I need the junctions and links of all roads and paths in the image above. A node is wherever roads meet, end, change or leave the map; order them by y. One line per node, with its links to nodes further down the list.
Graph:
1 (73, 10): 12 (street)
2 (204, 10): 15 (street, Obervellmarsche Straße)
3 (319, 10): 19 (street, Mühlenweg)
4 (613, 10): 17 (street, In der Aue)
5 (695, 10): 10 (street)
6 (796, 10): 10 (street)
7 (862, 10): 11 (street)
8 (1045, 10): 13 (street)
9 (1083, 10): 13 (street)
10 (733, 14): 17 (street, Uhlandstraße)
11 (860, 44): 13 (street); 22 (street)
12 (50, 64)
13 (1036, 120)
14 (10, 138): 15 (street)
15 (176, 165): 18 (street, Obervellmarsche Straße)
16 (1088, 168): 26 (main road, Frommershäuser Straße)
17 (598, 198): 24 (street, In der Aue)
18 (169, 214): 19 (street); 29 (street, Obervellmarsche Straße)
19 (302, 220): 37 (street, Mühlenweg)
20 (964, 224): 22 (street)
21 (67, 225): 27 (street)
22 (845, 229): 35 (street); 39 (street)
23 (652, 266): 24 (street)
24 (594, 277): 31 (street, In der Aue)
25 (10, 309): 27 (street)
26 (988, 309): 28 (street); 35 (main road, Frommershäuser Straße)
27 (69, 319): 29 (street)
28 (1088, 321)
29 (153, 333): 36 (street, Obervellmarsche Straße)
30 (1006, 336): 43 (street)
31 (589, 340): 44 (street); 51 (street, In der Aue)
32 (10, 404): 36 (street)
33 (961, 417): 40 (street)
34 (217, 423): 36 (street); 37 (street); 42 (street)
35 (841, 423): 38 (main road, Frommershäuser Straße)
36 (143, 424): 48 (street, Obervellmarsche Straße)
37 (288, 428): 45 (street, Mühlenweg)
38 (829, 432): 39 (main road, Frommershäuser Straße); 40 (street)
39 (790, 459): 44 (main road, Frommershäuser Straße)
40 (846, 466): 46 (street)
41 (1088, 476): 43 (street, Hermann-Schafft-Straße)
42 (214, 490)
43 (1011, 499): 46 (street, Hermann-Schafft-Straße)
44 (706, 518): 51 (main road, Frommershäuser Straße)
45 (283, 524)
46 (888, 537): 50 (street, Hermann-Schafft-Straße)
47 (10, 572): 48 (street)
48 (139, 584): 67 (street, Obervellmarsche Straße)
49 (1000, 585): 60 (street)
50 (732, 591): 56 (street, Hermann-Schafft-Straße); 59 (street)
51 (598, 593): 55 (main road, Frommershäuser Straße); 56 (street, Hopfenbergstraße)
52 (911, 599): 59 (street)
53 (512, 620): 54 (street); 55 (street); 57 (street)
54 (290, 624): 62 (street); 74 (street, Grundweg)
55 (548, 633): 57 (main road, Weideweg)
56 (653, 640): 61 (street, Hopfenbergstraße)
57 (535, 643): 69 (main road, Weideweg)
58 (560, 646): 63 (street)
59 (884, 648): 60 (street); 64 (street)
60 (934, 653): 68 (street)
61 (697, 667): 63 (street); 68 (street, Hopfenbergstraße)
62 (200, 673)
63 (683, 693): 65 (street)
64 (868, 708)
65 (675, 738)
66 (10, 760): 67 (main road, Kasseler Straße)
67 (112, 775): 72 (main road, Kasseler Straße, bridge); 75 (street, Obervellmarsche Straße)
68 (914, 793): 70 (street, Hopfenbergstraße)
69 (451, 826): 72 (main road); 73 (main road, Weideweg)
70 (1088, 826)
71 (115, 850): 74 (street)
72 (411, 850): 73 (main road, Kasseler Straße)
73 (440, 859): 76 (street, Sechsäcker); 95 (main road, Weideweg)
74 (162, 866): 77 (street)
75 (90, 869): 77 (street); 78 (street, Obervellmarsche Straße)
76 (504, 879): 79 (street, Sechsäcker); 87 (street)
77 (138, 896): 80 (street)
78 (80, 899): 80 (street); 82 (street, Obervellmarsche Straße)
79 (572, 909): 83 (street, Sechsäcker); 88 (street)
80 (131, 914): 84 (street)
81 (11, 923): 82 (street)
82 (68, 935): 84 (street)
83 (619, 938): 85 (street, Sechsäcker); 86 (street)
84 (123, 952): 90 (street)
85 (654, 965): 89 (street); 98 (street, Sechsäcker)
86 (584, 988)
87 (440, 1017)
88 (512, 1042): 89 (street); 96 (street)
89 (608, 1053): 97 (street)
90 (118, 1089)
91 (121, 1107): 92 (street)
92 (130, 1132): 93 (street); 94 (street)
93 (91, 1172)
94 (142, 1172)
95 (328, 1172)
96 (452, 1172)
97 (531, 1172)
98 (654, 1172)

┄┄┄┄┄┄

What is being asked: In the answer, each entry from the listing must be transcribed exactly.

Answer to the exercise:
I need the junctions and links of all roads and paths in the image above. A node is wherever roads meet, end, change or leave the map; order them by y. One line per node, with its links to nodes further down the list.
Graph:
1 (73, 10): 12 (street)
2 (204, 10): 15 (street, Obervellmarsche Straße)
3 (319, 10): 19 (street, Mühlenweg)
4 (613, 10): 17 (street, In der Aue)
5 (695, 10): 10 (street)
6 (796, 10): 10 (street)
7 (862, 10): 11 (street)
8 (1045, 10): 13 (street)
9 (1083, 10): 13 (street)
10 (733, 14): 17 (street, Uhlandstraße)
11 (860, 44): 13 (street); 22 (street)
12 (50, 64)
13 (1036, 120)
14 (10, 138): 15 (street)
15 (176, 165): 18 (street, Obervellmarsche Straße)
16 (1088, 168): 26 (main road, Frommershäuser Straße)
17 (598, 198): 24 (street, In der Aue)
18 (169, 214): 19 (street); 29 (street, Obervellmarsche Straße)
19 (302, 220): 37 (street, Mühlenweg)
20 (964, 224): 22 (street)
21 (67, 225): 27 (street)
22 (845, 229): 35 (street); 39 (street)
23 (652, 266): 24 (street)
24 (594, 277): 31 (street, In der Aue)
25 (10, 309): 27 (street)
26 (988, 309): 28 (street); 35 (main road, Frommershäuser Straße)
27 (69, 319): 29 (street)
28 (1088, 321)
29 (153, 333): 36 (street, Obervellmarsche Straße)
30 (1006, 336): 43 (street)
31 (589, 340): 44 (street); 51 (street, In der Aue)
32 (10, 404): 36 (street)
33 (961, 417): 40 (street)
34 (217, 423): 36 (street); 37 (street); 42 (street)
35 (841, 423): 38 (main road, Frommershäuser Straße)
36 (143, 424): 48 (street, Obervellmarsche Straße)
37 (288, 428): 45 (street, Mühlenweg)
38 (829, 432): 39 (main road, Frommershäuser Straße); 40 (street)
39 (790, 459): 44 (main road, Frommershäuser Straße)
40 (846, 466): 46 (street)
41 (1088, 476): 43 (street, Hermann-Schafft-Straße)
42 (214, 490)
43 (1011, 499): 46 (street, Hermann-Schafft-Straße)
44 (706, 518): 51 (main road, Frommershäuser Straße)
45 (283, 524)
46 (888, 537): 50 (street, Hermann-Schafft-Straße)
47 (10, 572): 48 (street)
48 (139, 584): 67 (street, Obervellmarsche Straße)
49 (1000, 585): 60 (street)
50 (732, 591): 56 (street, Hermann-Schafft-Straße); 59 (street)
51 (598, 593): 55 (main road, Frommershäuser Straße); 56 (street, Hopfenbergstraße)
52 (911, 599): 59 (street)
53 (512, 620): 54 (street); 55 (street); 57 (street)
54 (290, 624): 62 (street); 74 (street, Grundweg)
55 (548, 633): 57 (main road, Weideweg)
56 (653, 640): 61 (street, Hopfenbergstraße)
57 (535, 643): 69 (main road, Weideweg)
58 (560, 646): 63 (street)
59 (884, 648): 60 (street); 64 (street)
60 (934, 653): 68 (street)
61 (697, 667): 63 (street); 68 (street, Hopfenbergstraße)
62 (200, 673)
63 (683, 693): 65 (street)
64 (868, 708)
65 (675, 738)
66 (10, 760): 67 (main road, Kasseler Straße)
67 (112, 775): 72 (main road, Kasseler Straße, bridge); 75 (street, Obervellmarsche Straße)
68 (914, 793): 70 (street, Hopfenbergstraße)
69 (451, 826): 72 (main road); 73 (main road, Weideweg)
70 (1088, 826)
71 (115, 850): 74 (street)
72 (411, 850): 73 (main road, Kasseler Straße)
73 (440, 859): 76 (street, Sechsäcker); 95 (main road, Weideweg)
74 (162, 866): 77 (street)
75 (90, 869): 77 (street); 78 (street, Obervellmarsche Straße)
76 (504, 879): 79 (street, Sechsäcker); 87 (street)
77 (138, 896): 80 (street)
78 (80, 899): 80 (street); 82 (street, Obervellmarsche Straße)
79 (572, 909): 83 (street, Sechsäcker); 88 (street)
80 (131, 914): 84 (street)
81 (11, 923): 82 (street)
82 (68, 935): 84 (street)
83 (619, 938): 85 (street, Sechsäcker); 86 (street)
84 (123, 952): 90 (street)
85 (654, 965): 89 (street); 98 (street, Sechsäcker)
86 (584, 988)
87 (440, 1017)
88 (512, 1042): 89 (street); 96 (street)
89 (608, 1053): 97 (street)
90 (118, 1089)
91 (121, 1107): 92 (street)
92 (130, 1132): 93 (street); 94 (street)
93 (91, 1172)
94 (142, 1172)
95 (328, 1172)
96 (452, 1172)
97 (531, 1172)
98 (654, 1172)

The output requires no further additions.